The launch of PeterLarson.org and the clarity of the firm's commitment allowed us to then see a clear way forward for expressing the Ashley McGraw brand. The firm's brand identity was planted squarely in the arena of "where we've been," and needed to be redesigned to reflect the new direction before progress could be made on the website. Again, discovery and experimentation led us to where we needed to be. Rather than being confined by what an architecture firm's logo should be, we approached it from the point of view of what Ashley McGraw's logo had to be.



We arrived at an identity that inspires possibility and represents the firm's shared belief. The icon is a visual representation of what they now see as their ultimate purpose and daily mantra, a synthesis of what they create and what is already in existence.
With the brand identity in place, we were able to approach the original project, the website.



Following the spirit of the firm's new commitment, the website promotes an open environment that emanates from a centered perspective, mirroring the design intent of the brand identity. The background images draw from the natural world to set the context for the firm's work and thinking. Clients and partners gain insight into the firm through stories and images that highlight critical discovery points and perspectives in the development of a project.

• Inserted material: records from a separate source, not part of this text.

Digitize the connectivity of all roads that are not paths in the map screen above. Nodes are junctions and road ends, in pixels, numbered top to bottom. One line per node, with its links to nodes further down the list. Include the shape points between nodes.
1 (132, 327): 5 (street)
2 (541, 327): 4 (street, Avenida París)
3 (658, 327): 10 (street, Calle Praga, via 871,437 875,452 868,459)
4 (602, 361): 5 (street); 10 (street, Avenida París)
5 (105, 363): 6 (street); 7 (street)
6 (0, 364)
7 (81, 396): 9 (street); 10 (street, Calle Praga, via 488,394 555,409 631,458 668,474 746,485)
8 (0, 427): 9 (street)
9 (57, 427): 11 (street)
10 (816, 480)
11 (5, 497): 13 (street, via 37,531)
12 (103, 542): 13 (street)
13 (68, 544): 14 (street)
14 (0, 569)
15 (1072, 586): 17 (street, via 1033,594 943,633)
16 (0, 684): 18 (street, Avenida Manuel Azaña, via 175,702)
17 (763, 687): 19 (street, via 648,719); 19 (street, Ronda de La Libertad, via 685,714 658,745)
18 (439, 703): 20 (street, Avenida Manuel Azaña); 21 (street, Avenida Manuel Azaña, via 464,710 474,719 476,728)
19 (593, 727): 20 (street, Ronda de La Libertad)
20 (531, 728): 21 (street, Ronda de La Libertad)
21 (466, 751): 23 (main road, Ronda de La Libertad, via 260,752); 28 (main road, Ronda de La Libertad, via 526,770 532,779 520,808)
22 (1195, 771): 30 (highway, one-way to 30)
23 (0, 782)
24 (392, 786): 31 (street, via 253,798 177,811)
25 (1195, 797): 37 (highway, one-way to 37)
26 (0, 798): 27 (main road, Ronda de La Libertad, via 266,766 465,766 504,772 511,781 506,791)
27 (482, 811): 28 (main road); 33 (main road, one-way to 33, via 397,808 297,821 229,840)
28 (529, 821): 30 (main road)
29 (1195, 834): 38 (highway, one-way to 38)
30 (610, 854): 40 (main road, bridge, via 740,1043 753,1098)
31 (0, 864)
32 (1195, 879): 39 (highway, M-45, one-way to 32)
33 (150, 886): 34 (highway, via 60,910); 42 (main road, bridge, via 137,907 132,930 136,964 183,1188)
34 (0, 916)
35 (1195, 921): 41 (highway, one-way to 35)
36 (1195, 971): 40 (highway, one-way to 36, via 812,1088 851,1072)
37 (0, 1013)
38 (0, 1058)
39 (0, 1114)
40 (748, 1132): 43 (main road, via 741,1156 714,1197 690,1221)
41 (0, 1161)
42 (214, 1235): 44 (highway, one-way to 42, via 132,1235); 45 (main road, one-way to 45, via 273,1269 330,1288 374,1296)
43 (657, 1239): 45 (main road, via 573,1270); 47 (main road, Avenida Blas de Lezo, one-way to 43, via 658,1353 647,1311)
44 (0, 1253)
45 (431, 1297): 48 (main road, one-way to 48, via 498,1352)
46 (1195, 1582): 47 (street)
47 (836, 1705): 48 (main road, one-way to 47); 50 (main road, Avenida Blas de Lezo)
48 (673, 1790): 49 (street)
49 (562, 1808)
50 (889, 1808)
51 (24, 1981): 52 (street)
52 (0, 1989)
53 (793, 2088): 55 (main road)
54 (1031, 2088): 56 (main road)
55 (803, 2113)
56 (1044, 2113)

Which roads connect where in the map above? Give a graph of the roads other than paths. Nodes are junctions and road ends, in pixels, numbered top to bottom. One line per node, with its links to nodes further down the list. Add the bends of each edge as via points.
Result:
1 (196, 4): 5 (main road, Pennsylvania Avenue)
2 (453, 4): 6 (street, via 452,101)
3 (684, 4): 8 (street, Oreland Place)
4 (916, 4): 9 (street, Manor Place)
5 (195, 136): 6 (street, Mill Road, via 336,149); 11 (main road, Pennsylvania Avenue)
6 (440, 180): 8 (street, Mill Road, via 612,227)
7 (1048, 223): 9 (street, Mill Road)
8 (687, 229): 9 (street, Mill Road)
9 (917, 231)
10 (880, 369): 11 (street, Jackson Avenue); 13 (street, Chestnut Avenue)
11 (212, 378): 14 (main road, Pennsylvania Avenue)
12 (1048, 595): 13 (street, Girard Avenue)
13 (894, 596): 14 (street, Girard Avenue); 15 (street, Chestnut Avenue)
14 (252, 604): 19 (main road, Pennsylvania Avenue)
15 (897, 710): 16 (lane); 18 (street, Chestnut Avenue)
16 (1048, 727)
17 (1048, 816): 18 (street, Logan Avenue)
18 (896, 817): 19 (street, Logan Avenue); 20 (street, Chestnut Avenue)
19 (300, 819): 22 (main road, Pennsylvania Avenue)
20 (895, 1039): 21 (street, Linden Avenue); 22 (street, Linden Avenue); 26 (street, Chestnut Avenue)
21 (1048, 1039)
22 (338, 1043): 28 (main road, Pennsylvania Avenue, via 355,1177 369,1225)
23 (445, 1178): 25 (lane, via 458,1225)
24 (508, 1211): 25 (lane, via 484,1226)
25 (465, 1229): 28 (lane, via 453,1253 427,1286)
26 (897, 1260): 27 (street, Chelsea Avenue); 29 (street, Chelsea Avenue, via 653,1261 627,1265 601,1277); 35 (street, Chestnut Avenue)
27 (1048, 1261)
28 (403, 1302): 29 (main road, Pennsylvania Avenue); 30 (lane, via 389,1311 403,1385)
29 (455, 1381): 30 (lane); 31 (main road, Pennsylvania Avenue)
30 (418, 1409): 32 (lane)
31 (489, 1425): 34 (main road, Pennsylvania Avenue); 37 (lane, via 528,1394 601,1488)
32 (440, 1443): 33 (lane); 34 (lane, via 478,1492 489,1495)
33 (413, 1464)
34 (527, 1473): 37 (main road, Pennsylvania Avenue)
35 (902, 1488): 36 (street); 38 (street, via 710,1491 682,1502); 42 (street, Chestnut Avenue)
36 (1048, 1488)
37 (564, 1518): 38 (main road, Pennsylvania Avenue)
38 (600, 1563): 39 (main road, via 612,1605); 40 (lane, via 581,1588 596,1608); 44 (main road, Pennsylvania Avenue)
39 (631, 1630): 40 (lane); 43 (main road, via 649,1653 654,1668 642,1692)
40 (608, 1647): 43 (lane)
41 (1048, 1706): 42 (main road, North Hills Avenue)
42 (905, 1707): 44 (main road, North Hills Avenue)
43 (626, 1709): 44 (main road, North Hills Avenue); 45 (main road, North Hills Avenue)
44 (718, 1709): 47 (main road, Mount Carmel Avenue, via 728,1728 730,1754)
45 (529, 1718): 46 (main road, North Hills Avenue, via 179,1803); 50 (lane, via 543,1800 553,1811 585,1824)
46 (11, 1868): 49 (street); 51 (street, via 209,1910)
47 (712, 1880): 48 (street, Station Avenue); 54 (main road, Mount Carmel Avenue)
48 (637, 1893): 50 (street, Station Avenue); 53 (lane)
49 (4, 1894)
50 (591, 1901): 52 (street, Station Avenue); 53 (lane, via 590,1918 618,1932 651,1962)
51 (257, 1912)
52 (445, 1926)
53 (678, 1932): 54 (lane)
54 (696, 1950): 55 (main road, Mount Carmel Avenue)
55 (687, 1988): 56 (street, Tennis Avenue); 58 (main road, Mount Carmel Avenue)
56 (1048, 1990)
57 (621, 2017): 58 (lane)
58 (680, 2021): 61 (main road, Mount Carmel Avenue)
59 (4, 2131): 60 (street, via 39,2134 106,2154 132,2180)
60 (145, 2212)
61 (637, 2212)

The journey of discovering who they are and how to share that with the world has just begun. Through Blue Design, a new brand identity and a new AshleyMcGraw.com, the firm is empowered with clarity and inspiration for how they need to be in an uncertain future. What began the journey, a disruption in the firm's thinking, is the first of many. Disruption is now a constant and welcomed agitator for the impact Ashley McGraw can have on their firm and our world.